**DESCRIPTION OF THE TASK**
Your answer should consist only of the records, copied exactly, with the images removed.

***** RECORDS FOR THE EXERCISE *****

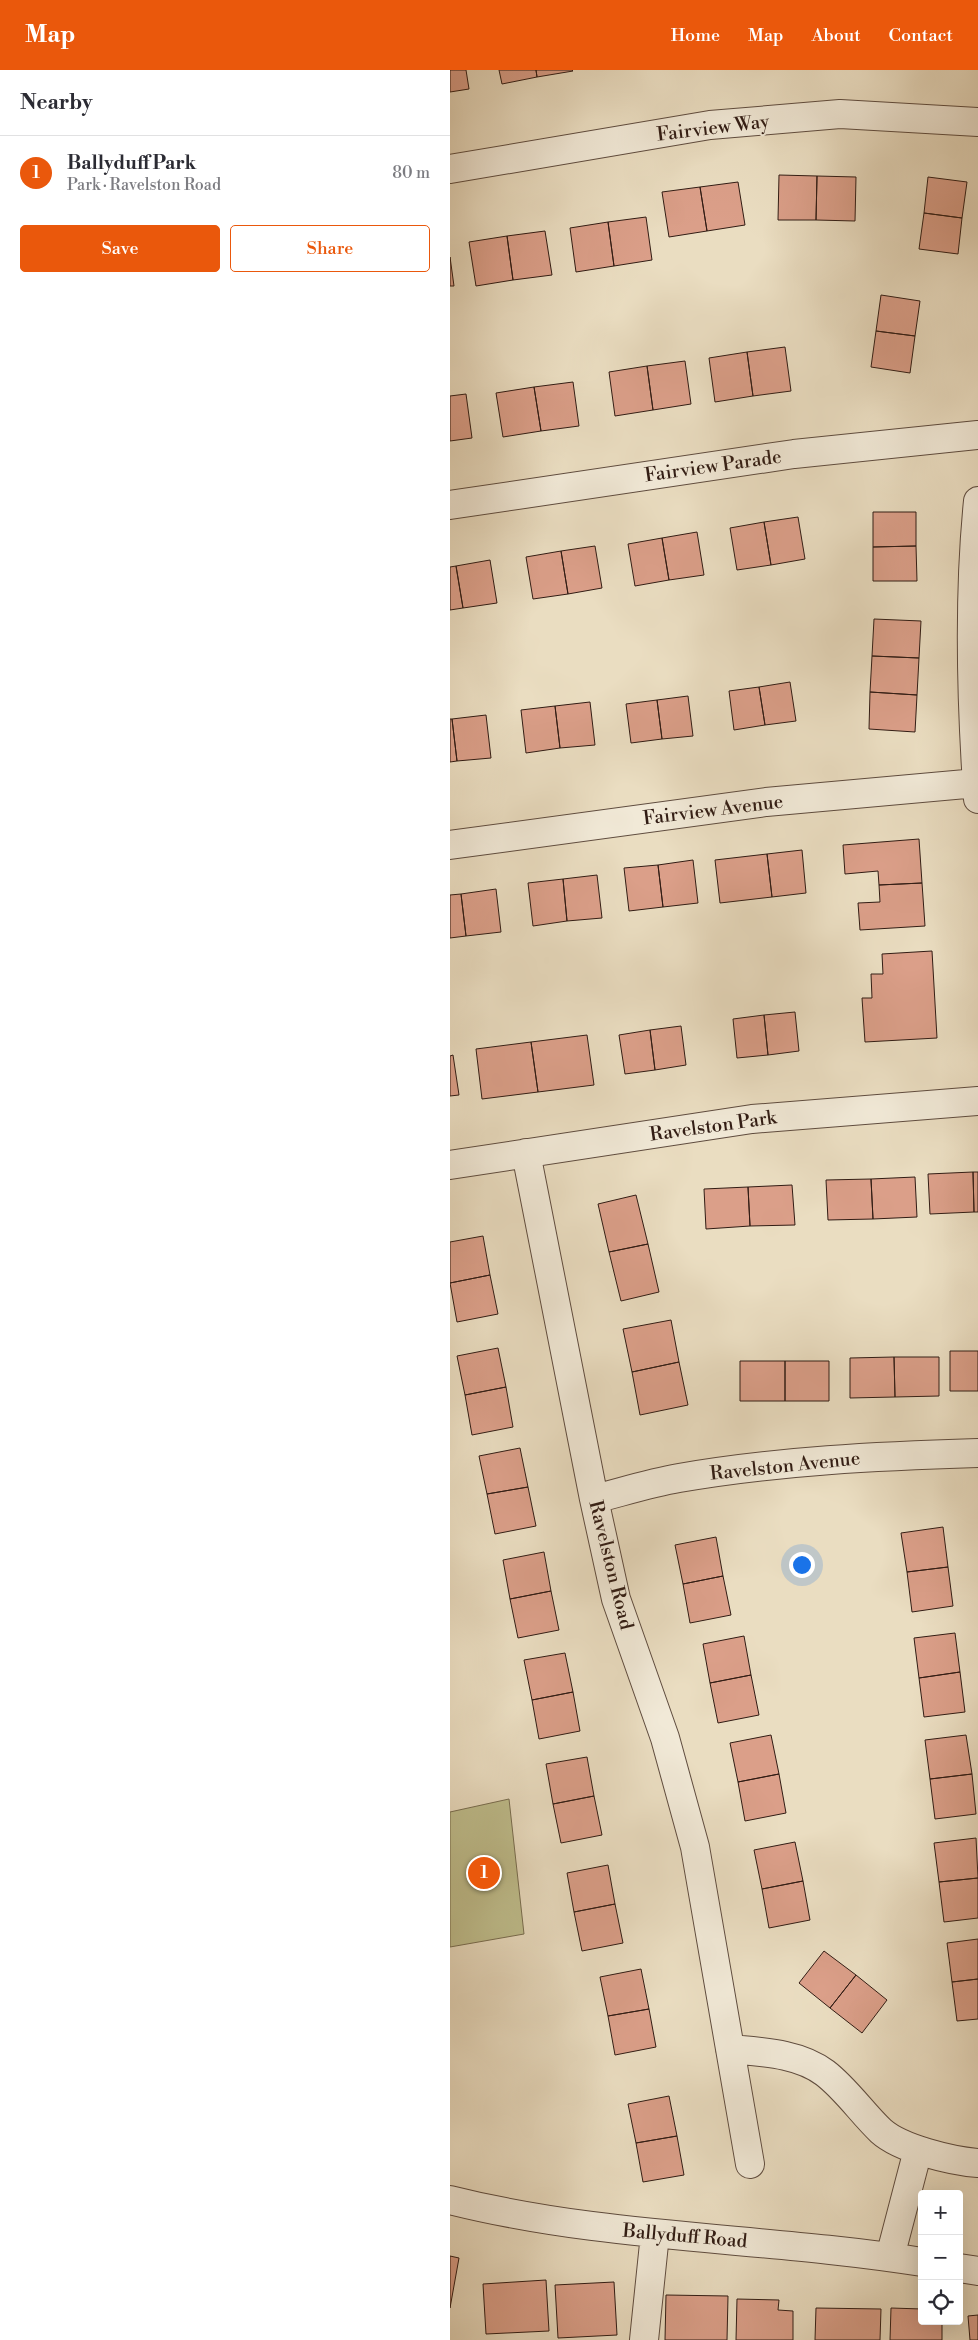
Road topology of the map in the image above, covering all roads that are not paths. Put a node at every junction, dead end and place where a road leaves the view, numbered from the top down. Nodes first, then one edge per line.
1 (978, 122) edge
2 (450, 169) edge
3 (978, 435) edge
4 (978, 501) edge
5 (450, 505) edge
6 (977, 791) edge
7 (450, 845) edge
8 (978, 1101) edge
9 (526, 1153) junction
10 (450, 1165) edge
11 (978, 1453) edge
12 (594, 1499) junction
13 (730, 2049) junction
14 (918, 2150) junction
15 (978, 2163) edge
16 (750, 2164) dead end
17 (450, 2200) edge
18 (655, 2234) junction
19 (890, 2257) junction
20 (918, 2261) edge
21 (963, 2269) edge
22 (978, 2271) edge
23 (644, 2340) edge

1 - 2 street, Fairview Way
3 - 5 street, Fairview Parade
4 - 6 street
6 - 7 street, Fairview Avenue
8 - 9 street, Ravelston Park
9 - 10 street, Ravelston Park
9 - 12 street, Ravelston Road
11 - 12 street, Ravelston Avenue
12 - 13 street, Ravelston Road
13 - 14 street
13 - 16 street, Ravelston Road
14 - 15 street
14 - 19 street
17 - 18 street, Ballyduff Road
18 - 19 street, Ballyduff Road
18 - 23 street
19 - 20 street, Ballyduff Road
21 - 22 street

*****

**RESULT FOR THIS TASK**
Road topology of the map in the image above, covering all roads that are not paths. Put a node at every junction, dead end and place where a road leaves the view, numbered from the top down. Nodes first, then one edge per line.
1 (978, 122) edge
2 (450, 169) edge
3 (978, 435) edge
4 (978, 501) edge
5 (450, 505) edge
6 (977, 791) edge
7 (450, 845) edge
8 (978, 1101) edge
9 (526, 1153) junction
10 (450, 1165) edge
11 (978, 1453) edge
12 (594, 1499) junction
13 (730, 2049) junction
14 (918, 2150) junction
15 (978, 2163) edge
16 (750, 2164) dead end
17 (450, 2200) edge
18 (655, 2234) junction
19 (890, 2257) junction
20 (918, 2261) edge
21 (963, 2269) edge
22 (978, 2271) edge
23 (644, 2340) edge

1 - 2 street, Fairview Way
3 - 5 street, Fairview Parade
4 - 6 street
6 - 7 street, Fairview Avenue
8 - 9 street, Ravelston Park
9 - 10 street, Ravelston Park
9 - 12 street, Ravelston Road
11 - 12 street, Ravelston Avenue
12 - 13 street, Ravelston Road
13 - 14 street
13 - 16 street, Ravelston Road
14 - 15 street
14 - 19 street
17 - 18 street, Ballyduff Road
18 - 19 street, Ballyduff Road
18 - 23 street
19 - 20 street, Ballyduff Road
21 - 22 street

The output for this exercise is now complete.